А все-таки еще в тот же день я узнал, кому принадлежали те движения, которыми я так удивительно проникся.
Это произошло вечером, сразу же после захода солнца. Как всегда, после кофе Рышард предложил прогуляться к морю. Я охотно согласился и в то время, когда он уже был готов отправиться и ожидал меня на ступенях террасы, заглянул еще в комнату за ветровкой, так как вечер обещал быть прохладным. Спустя минуту я вернулся и, достаточно экстравагантно надев на голову шляпу, встал во входных дверях, натягивая перчатки. Норский пока что меня не видел, повернувшись лицом к морю.
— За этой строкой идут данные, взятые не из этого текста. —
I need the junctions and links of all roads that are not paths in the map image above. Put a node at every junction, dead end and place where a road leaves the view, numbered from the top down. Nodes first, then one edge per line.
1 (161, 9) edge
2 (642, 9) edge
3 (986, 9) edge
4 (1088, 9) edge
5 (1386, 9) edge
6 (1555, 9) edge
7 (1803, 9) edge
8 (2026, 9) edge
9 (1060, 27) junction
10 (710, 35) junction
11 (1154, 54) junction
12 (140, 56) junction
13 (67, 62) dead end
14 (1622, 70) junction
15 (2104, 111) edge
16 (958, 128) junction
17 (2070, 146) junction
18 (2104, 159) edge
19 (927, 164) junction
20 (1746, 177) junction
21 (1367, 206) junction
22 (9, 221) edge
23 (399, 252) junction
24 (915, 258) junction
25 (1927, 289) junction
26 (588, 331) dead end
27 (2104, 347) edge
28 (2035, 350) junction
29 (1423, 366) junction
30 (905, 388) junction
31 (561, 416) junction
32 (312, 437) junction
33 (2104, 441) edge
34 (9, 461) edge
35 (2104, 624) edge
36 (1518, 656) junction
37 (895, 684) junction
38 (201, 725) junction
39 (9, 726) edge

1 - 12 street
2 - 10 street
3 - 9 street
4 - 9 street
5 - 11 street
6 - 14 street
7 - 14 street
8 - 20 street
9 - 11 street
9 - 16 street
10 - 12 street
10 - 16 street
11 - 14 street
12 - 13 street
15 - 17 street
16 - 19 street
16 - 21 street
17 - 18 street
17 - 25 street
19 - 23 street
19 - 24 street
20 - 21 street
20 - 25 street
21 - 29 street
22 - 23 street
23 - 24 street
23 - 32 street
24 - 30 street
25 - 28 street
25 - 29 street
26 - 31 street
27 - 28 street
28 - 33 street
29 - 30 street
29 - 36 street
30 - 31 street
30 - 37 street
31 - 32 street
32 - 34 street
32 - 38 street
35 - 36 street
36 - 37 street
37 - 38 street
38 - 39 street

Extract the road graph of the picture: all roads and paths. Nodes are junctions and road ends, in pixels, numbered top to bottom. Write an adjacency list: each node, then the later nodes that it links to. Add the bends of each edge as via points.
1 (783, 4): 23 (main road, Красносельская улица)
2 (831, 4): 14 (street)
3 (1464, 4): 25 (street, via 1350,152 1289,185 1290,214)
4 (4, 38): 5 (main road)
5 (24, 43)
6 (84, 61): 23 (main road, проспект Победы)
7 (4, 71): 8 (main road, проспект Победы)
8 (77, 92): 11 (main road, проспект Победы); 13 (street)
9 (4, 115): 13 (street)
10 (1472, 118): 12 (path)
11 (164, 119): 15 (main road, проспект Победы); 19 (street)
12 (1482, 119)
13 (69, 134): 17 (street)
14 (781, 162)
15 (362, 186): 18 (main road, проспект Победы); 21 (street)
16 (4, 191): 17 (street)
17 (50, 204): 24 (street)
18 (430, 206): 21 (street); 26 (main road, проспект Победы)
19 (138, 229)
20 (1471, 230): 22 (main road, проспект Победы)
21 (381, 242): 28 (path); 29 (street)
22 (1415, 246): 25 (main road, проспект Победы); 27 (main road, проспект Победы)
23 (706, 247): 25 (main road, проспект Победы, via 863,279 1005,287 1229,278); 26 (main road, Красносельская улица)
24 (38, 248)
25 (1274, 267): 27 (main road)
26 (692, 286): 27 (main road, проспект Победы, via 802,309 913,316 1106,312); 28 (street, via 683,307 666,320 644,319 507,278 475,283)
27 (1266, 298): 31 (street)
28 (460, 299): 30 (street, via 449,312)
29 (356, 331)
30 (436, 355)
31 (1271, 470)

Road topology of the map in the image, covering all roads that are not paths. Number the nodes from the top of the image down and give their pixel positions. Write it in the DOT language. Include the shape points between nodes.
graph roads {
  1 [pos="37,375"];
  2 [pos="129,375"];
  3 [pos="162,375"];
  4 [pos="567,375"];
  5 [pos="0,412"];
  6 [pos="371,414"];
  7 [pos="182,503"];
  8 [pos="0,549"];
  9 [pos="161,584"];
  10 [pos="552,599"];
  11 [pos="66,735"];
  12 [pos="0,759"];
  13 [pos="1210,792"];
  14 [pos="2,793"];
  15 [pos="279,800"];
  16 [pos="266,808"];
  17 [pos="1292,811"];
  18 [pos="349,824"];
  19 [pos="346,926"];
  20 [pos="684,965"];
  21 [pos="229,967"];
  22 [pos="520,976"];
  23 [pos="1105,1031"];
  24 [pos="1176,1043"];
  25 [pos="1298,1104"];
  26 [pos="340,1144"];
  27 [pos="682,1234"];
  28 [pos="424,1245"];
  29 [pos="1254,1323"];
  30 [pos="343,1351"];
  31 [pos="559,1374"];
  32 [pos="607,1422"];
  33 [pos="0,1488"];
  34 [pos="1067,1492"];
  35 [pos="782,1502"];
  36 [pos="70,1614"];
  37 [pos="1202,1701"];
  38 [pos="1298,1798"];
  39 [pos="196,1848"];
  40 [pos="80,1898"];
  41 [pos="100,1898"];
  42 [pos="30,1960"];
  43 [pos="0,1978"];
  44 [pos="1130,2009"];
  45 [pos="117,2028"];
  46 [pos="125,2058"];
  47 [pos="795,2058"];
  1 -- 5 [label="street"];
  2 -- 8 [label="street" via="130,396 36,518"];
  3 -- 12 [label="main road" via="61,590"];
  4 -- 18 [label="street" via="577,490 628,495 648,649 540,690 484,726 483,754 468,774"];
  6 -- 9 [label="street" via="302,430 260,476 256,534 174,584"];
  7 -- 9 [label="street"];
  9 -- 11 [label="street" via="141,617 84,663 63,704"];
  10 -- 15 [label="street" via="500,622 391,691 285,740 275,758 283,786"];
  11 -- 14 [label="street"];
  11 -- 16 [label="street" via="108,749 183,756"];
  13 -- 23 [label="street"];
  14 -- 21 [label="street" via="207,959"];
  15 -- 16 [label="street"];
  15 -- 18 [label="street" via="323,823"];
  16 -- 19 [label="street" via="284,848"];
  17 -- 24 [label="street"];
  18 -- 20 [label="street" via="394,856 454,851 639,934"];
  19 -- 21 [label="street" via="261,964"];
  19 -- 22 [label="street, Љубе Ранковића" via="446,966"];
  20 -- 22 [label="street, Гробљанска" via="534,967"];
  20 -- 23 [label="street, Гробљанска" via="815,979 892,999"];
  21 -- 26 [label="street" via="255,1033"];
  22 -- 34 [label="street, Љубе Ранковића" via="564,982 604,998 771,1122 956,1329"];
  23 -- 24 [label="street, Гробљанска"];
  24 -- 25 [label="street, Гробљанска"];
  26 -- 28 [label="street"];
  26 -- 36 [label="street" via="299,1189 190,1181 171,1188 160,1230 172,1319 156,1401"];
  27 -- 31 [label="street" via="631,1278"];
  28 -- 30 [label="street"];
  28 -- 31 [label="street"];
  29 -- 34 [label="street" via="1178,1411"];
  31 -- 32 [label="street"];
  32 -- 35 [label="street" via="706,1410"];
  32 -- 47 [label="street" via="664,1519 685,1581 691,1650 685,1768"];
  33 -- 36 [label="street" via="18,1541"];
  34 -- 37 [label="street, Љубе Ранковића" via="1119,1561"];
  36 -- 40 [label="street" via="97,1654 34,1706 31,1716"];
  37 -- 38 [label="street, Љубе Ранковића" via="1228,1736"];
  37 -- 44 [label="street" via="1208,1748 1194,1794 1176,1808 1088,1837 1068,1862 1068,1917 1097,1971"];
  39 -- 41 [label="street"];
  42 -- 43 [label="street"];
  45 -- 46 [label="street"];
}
Так в молчании прошло несколько секунд.
Затем вдруг он, явно раздраженный ожиданием, обернулся, направил взгляд в ту сторону, где стоял я, и внезапно, заслоняясь руками, словно от привидения, так попятился назад, что чуть не скатился с лестницы.
— Рышард! Что с тобой? Это же я!
Я подбежал и вовремя схватил его за руку. Он успокоился, не сводя с меня обезумевших от дьявольского ужаса глаз, словно не доверял тембру моего голоса.
— Да, это действительно ты. Что за проклятое видение! Но это движение, это твое нескладное движение, и стиль ношения шляпы так живо мне напомнили…
— Кого? — подхватил я, затаив дыхание.
— Прандоту, — произнес он, запинаясь и как бы одновременно приходя в ужас от звучания этой фамилии, которая уже пару недель как вышла за пределы наших разговоров.
И мы отправились на пляж.
* * *
На следующий день я должен был уехать. Мое пребывание у Норского, очевидно, было для него пыткой, которая становилась все тяжелее день ото дня. И поэтому, когда я заявил ему о своем намерении, в его глазах заиграл блеск внезапной радости. Он вздохнул. И я покидал виллу с легким сердцем. Здесь мне уже продолжительное время было слишком душно; атмосфера источала скрытый яд. Каждый час, проведенный в обществе Рышарда, действовал на меня как-то тревожно и все больше отдалял от меня этого странного человека.
И он очень изменился. Побледнел, пожелтел и постарел на несколько десятилетий. Пара месяцев, проведенных вместе, изменили этого энергичного, крепкого как сталь мужчину до неузнаваемости. И если, несмотря на это, он не расстался со мной раньше, то, как я считаю, только исходя из какого-то ужасного в своем трагизме интереса к тому, что его сокрушало и было связано с духом внутреннего противоречия; он словно хотел провести со мной нечто вроде поединка без вызова, без слов. Из-за своего высокомерного нрава он, сообразив, что я в некотором отношении могу представлять опасность, решил принять бой и стоять до конца.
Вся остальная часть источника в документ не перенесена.